Stored data entries
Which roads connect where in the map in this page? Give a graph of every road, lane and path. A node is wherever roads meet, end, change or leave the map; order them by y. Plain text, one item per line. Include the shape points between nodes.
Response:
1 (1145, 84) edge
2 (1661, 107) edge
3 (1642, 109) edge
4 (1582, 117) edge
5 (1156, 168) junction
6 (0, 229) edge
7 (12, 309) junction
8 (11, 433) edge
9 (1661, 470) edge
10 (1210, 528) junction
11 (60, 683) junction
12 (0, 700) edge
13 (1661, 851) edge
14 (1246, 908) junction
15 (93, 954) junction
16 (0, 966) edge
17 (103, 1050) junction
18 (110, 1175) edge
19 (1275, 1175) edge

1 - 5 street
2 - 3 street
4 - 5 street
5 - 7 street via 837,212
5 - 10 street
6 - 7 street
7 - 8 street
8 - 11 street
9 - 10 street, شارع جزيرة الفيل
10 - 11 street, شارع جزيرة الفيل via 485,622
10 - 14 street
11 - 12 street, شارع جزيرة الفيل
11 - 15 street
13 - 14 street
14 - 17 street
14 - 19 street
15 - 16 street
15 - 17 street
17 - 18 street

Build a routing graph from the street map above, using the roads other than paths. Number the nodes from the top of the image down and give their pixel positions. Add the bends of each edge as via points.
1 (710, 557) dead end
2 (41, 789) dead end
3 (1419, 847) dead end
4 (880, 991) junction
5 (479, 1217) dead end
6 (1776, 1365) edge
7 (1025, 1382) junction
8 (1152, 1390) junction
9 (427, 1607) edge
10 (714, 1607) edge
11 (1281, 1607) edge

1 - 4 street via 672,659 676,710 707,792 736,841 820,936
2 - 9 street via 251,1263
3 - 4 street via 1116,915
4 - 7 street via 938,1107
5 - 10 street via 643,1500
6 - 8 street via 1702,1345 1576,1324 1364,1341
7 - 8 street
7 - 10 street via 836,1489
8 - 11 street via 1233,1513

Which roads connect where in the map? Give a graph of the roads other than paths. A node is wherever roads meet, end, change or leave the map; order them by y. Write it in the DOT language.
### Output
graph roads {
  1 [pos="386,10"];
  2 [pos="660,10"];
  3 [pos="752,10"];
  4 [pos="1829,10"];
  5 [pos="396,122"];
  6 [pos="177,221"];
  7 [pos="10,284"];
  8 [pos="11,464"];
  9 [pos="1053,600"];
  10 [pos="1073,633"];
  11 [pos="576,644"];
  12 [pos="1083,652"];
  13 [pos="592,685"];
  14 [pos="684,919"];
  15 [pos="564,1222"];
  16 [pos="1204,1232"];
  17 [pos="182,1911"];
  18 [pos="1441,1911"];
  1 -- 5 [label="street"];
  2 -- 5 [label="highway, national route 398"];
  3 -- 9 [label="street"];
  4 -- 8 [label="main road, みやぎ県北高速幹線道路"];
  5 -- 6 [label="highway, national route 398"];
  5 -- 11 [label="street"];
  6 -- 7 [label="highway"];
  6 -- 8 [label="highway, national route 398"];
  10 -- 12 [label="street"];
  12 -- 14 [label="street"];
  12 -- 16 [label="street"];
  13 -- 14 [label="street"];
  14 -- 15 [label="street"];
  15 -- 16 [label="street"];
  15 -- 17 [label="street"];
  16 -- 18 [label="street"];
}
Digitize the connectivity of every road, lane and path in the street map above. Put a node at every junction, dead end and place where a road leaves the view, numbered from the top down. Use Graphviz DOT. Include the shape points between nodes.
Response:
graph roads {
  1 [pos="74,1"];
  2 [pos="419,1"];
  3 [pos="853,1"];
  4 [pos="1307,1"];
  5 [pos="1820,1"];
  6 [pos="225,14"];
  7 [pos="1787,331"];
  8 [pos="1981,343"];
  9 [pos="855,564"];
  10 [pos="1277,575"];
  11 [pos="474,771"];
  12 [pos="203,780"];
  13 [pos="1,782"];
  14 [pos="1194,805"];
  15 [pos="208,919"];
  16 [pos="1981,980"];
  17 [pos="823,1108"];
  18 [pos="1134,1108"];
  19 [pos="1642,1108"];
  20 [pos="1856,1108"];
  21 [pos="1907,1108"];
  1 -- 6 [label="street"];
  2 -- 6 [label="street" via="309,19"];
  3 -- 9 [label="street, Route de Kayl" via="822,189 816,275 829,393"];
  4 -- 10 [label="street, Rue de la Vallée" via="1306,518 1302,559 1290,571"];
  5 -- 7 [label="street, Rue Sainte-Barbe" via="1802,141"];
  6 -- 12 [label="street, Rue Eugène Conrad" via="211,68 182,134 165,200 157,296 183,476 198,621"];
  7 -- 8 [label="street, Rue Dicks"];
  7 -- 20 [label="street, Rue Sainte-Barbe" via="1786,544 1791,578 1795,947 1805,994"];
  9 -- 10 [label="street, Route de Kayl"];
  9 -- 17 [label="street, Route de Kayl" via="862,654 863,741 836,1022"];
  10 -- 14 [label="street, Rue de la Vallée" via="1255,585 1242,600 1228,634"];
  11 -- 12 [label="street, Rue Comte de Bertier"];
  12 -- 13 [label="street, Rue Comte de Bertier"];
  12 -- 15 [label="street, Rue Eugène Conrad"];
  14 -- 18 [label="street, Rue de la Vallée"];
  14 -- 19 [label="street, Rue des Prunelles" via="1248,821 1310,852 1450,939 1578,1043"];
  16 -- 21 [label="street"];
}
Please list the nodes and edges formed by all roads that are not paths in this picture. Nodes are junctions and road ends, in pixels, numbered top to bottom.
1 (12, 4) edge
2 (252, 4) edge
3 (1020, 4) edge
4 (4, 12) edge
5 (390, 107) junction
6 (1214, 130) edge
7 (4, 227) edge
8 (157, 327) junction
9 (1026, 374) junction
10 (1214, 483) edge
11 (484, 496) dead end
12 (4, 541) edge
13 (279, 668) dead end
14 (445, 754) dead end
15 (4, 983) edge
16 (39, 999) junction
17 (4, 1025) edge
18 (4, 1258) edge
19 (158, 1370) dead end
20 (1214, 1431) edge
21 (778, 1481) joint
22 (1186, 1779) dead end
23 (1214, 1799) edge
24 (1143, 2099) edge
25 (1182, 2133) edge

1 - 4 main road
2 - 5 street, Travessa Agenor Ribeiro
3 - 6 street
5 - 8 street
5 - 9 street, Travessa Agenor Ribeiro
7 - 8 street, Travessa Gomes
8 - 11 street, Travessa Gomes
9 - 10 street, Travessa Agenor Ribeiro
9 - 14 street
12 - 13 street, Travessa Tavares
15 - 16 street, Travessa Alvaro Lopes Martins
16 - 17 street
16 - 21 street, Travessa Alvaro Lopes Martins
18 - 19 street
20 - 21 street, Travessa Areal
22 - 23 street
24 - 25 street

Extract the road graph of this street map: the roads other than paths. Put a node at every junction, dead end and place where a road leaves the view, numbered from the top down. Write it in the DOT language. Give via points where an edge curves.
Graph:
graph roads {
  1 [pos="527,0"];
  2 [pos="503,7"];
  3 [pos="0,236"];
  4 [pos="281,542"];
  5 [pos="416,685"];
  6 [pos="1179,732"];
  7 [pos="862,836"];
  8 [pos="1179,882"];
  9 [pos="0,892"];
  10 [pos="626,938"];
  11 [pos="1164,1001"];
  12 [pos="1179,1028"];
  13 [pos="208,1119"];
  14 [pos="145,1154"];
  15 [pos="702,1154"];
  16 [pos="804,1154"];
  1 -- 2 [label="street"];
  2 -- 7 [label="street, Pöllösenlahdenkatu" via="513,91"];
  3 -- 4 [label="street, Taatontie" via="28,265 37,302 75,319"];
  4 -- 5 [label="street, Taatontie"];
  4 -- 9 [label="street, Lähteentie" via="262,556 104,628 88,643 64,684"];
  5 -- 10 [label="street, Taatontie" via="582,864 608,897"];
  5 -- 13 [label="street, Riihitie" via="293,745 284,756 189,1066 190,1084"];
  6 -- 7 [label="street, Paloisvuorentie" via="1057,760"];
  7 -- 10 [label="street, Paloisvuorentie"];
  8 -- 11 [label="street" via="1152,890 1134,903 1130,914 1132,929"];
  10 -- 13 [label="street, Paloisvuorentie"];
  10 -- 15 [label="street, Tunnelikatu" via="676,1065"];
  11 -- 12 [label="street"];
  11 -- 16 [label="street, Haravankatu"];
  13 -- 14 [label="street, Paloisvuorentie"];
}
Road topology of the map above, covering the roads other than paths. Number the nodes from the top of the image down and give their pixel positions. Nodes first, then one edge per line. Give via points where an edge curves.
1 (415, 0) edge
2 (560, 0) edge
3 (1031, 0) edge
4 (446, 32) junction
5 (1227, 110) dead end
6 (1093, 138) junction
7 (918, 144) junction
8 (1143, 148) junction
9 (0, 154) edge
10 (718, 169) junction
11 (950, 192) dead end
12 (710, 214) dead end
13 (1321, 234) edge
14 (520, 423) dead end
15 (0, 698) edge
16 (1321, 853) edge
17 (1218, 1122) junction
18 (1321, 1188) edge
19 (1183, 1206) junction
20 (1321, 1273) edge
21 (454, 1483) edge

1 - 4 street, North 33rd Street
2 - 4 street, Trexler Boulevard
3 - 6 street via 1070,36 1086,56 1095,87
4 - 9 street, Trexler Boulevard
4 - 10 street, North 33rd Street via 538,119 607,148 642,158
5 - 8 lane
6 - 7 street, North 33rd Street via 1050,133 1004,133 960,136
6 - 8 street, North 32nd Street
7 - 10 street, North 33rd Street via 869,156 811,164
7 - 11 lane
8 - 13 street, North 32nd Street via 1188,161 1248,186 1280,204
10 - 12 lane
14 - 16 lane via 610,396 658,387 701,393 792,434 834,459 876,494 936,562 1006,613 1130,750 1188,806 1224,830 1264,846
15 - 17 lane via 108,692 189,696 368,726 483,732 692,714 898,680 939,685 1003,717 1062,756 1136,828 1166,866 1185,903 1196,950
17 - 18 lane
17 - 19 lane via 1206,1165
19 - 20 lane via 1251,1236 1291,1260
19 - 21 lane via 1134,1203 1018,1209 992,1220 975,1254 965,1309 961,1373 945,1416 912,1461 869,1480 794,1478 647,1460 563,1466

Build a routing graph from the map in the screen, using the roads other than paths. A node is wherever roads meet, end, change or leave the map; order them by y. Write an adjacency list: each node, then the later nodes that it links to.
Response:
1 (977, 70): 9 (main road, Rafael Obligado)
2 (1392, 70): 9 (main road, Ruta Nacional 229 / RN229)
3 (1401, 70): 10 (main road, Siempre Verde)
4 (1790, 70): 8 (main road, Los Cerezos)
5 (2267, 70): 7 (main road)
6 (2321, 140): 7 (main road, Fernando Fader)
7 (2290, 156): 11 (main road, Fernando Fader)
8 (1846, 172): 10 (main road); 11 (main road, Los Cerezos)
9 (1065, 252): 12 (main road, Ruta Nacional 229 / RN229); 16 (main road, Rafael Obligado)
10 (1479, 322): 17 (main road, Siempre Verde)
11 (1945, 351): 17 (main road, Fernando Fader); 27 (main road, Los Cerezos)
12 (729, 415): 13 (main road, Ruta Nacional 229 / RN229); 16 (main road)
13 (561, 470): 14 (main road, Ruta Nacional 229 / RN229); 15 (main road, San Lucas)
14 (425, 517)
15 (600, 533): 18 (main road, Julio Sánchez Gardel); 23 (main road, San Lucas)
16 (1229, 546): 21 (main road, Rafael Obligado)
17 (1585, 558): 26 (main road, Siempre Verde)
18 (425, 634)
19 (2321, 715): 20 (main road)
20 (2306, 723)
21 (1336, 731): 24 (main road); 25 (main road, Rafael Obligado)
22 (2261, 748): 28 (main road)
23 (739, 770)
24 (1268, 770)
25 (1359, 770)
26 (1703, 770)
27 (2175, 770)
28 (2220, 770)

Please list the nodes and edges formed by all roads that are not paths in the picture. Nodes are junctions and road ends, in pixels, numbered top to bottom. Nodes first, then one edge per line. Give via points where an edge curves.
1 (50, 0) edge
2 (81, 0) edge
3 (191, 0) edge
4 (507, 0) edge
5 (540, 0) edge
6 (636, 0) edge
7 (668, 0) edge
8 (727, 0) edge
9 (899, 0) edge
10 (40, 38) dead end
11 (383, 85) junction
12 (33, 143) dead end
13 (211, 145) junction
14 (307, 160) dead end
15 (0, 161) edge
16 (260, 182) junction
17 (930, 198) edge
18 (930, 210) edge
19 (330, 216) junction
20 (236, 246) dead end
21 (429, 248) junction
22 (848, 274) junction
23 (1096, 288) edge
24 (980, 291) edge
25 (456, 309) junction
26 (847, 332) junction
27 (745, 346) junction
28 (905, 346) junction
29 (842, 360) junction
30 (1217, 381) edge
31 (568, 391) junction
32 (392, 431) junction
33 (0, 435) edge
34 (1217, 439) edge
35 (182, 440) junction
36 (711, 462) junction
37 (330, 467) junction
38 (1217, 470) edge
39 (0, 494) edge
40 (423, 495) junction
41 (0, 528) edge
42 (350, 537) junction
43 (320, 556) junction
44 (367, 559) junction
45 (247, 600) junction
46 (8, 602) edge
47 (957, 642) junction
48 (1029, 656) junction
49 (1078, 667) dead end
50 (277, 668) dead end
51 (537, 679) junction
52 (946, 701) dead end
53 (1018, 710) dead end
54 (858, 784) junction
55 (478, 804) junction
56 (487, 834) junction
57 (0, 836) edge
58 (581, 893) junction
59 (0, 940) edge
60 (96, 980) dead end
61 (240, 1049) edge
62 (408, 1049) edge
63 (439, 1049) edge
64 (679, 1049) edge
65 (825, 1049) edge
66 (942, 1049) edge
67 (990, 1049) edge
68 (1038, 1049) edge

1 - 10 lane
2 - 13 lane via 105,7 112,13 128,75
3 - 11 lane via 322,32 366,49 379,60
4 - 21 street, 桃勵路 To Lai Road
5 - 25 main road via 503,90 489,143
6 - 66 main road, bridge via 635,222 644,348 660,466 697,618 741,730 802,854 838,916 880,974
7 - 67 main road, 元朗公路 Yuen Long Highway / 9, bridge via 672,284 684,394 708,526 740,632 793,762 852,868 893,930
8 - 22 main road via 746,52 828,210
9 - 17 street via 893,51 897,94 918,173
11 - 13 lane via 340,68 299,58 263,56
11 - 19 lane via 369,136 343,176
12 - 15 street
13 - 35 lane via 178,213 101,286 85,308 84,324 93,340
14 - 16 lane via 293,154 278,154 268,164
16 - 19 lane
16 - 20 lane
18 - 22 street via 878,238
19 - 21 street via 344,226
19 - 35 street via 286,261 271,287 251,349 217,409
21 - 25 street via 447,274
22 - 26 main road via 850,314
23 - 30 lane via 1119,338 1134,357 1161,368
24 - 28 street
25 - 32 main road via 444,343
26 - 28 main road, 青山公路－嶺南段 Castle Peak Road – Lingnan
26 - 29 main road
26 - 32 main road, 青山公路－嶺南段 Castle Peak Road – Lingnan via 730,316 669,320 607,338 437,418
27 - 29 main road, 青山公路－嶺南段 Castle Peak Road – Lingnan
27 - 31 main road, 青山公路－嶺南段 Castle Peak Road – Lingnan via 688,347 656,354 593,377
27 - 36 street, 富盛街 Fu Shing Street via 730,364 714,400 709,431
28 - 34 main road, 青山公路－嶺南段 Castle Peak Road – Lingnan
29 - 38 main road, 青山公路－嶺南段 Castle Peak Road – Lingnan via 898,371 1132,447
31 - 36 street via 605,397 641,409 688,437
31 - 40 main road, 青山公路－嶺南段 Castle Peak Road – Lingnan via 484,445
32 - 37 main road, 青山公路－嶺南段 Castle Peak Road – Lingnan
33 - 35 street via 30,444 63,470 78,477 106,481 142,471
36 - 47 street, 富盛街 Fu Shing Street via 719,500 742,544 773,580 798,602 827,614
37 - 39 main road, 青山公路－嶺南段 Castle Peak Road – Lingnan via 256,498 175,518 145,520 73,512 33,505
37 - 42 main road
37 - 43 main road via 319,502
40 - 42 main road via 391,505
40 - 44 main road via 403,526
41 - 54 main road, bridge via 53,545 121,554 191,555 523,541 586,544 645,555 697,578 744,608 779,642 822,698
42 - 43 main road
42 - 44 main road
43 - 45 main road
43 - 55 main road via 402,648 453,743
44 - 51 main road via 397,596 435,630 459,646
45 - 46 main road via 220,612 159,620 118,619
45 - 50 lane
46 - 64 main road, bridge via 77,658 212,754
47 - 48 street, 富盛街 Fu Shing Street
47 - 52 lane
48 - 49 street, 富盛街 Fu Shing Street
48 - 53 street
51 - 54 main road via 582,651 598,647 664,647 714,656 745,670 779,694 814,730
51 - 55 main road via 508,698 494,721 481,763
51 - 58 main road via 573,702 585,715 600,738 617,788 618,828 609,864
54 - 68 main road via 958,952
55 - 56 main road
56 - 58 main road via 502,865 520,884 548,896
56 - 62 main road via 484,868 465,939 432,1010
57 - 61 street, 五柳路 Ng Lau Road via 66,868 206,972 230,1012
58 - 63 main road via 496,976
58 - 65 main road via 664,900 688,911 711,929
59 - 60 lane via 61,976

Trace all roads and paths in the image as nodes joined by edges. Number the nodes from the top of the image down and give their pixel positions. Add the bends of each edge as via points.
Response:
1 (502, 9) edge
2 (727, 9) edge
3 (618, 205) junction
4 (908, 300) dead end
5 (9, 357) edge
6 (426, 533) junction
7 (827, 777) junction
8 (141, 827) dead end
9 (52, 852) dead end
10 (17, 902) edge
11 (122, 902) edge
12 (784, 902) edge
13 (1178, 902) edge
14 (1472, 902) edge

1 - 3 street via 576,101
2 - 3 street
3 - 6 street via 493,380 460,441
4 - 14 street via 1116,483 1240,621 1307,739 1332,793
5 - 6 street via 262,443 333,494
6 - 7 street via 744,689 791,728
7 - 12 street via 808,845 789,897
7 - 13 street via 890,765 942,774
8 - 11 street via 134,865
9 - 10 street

> _ABOUT THIS TASK_:
Every line that contains the string "language" should be returned from the data.

> _ANSWER BOX_:
Which roads connect where in the map? Give a graph of the roads other than paths. A node is wherever roads meet, end, change or leave the map; order them by y. Write it in the DOT language.
Extract the road graph of this street map: the roads other than paths. Put a node at every junction, dead end and place where a road leaves the view, numbered from the top down. Write it in the DOT language. Give via points where an edge curves.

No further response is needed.